Possessing violent pornography containing simulated rape scenes will be made a crime in England and Wales and videos streamed online in the UK will be subject to the same restrictions as those sold in shops. In a speech at the NSPCC headquarters in London, the Prime Minister acknowledged the issue of extreme and child pornography is "hard for our society to confront" and "difficult for politicians to talk about".
Family friendly filters will be the default setting for new broadband customers by the end of the year and only account holders will be able to change them. Existing customers will be presented with an "unavoidable decision" about installing the filters by the end of the 2014, Mr Cameron added. "We are not prescribing how the ISPs should contact their customers - it's up to them to find their own technological solutions. But however they do it, there will be no escaping this decision, no 'remind me later' and then it never gets done."
Experts from the Child Exploitation and Online Protection Centre (Ceop), which is set to become part of the National Crime Agency, will be given enhanced powers to examine secretive file-sharing networks, and a secure database of banned child porn images gathered by police across the country will be used to trace illegal content and the paedophiles viewing it.
But former Ceop chairman Jim Gamble, who resigned in protest over the merger with the National Crime Agency, warned the Government was not doing enough to deter paedophiles who shared abusive images of children online and claimed abusers would "laugh" at the porn filters.
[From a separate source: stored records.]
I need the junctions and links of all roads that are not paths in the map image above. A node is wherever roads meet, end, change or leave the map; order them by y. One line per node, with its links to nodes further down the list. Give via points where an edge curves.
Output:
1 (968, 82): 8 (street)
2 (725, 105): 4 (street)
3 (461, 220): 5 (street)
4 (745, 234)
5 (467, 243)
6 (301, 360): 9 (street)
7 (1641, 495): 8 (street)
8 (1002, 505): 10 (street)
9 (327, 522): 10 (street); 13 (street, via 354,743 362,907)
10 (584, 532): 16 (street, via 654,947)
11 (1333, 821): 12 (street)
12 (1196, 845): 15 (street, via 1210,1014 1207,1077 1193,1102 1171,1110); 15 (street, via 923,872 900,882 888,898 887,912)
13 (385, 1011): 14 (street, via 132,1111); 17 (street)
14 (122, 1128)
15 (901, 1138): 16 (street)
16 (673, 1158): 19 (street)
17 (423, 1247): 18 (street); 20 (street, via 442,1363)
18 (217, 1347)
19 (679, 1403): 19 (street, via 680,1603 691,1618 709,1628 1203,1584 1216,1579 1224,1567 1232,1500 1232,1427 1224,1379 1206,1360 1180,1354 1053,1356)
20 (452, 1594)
The internet industry has agreed to use the database to proactively scan for, block and remove the images wherever they occur, Mr Cameron said. But he gave search engines including Google an October deadline to introduce further measures to block access to illegal content by blacklisting searches based on certain phrases, claiming they have a "moral duty" to act.
A Google spokesman said: "We have a zero tolerance attitude to child sexual abuse imagery. Whenever we discover it, we respond quickly to remove and report it. We recently donated five million dollars (£3.28 million) to help combat this problem and are committed to continuing the dialogue with the Government on these issues."
Mr Cameron's announcement was welcomed by women's groups and academics who had campaigned to close the "rape porn" loophole. Fiona Elvines, of Rape Crisis South London, said: "The Government today has made a significant step forward in preventing rapists using rape pornography to legitimise and strategise their crimes and, more broadly, in challenging the eroticisation of violence against women and girls."
Professor Clare McGlynn, of Durham University, said: "The extreme porn law can be swiftly amended to send a clear message that rape should not be a form of sexual entertainment. Reform of the extreme porn law represents an important shift in priorities away from consensual activity to challenging the sexualisation of violence against women."